CC:PA:LPD:PR (REG-107892-18)
Room 5203
Internal Revenue Service
P.O. Box 7604
Ben Franklin Station
Washington, DC 20044

Re: Qualified Business Income Deduction Comments (RIN 1545-BO71)

To Whom It May Concern:

The Small Business Council of America (SBCA) appreciates this opportunity to comment on the above referenced proposed regulation published by the Internal Revenue Service (“IRS”) on August 16, 2017, and the impact that the proposed regulations would have on small businesses which overwhelmingly operate as pass through entities.

The SBCA fully appreciates the difficult task facing the IRS in developing regulations to implement Section 199A. In undertaking this endeavor, the SBCA urges the IRS to make every effort to keep the final regulations as simple and easy to navigate as possible. America's small businesses are already heavily burdened by a wide range of complex regulations. In light of Section 199A's intent to try to level the playing field between pass through entities and C-corporations with their new reduced tax rate, the IRS should make sure that the new regulations err on the side of inclusion and allow small businesses to take advantage of the new deduction without wading through unnecessary complexities.

About the SBCA:

The SBCA is a national nonprofit organization that has represented the interests of privately-held and family-owned businesses on federal tax, health care and employee benefit matters since 1979. The SBCA, through its members, represents well over 100,000 enterprises in retail, manufacturing and service industries, virtually all of which provide health insurance and retirement plans.
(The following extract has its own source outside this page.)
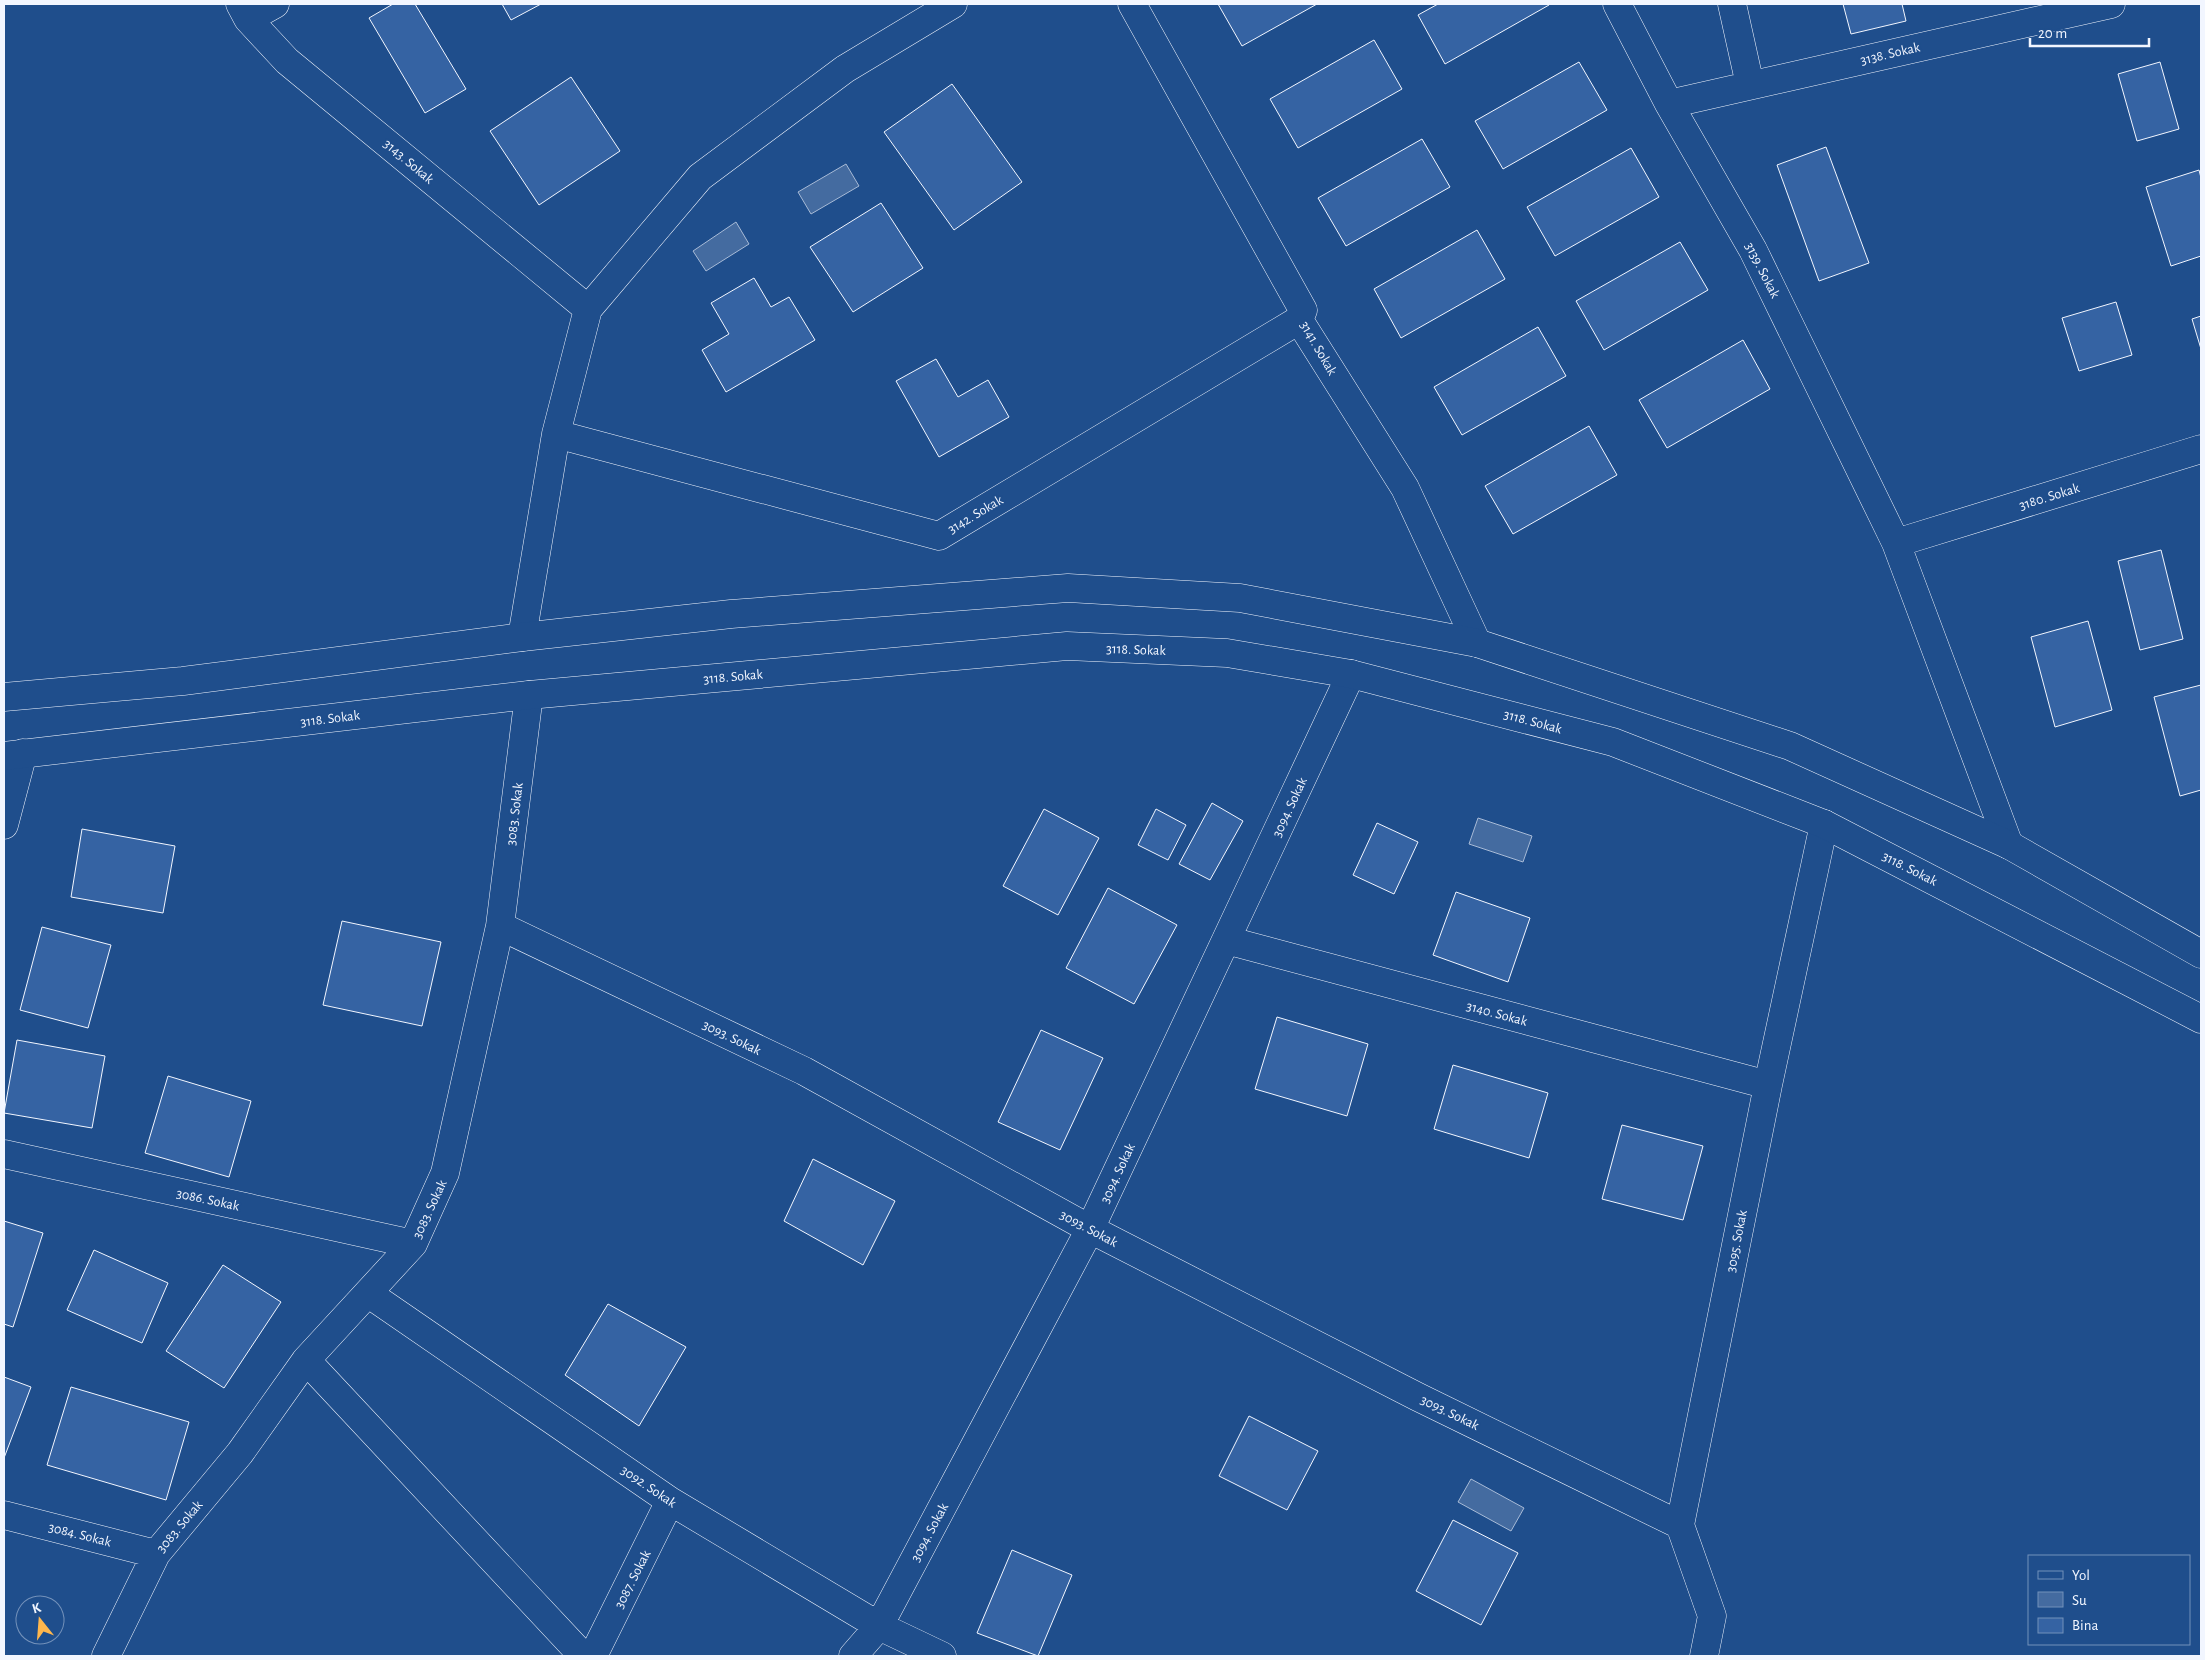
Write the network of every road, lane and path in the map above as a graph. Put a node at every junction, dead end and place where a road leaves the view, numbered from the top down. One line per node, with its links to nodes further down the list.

Areas of Primary Concerns:

  • The regulations should not expand the definition of a Specified Service Trade or Business beyond that which was clearly set forth in the Tax Cuts and Jobs Act.

The driving force behind Section 199A of the Tax Cuts and Jobs Act was to limit or minimize (albeit temporarily) the increase in the disparity between C-corporations and pass through entities that will arise from the new corporate tax cut. The idea was to create a deduction for pass through entities, a large number of which are small businesses, which will help bring their rates closer to those of a C-corporation. Thus, inherently, the more pass through entities are able to take advantage of the 199A deduction, the greater overall parity there will be between C-Corporations and pass through entities and the more aligned the result will be with the statutory intent.

Based on the foregoing, the SBCA is very concerned that the proposed regulations seem to be erring towards making the definition of what constitutes a Specified Service Trade or Business as broad as possible. Not only are the proposed regulations adopting traditional definitions of certain trades but they are also enlarging those definitions, for example, expanding accounting services to include bookkeeping services that don't require a license or professional training.

The SBCA urges the IRS to reassess these definitions and adopt narrower definitions that allow more businesses to be eligible for the 199A deduction. An example of where the proposed regulations gets it right is with respect to the definition of what it means for a business to be one where the principle asset is the reputation or skill of one or more of its employees or owners. The proposed regulation does an excellent job of carefully tailoring this definition to meet, and not exceed, Congressional intent as to which businesses should be fully or partially excluded from, the deduction. The SBCA hopes that the IRS will take a similar approach to other definitions in crafting its final rule.

  • Businesses and groups of businesses parts of which involve a Specified Service Trade or Business and parts of which do not should be eligible for the 199A deduction for those parts that are not a Specified Service Trade or Business.

Under the proposed regulations, if one part of a business or commonly controlled group of entities is a Specified Service Trade or Business, this part will render the whole ineligible for the 199A deduction. This broad application of the Specified Service Trade or Business exclusion will render less small businesses eligible for the 199A deduction and thereby further exacerbate the disparity between pass through entities and C-corporations.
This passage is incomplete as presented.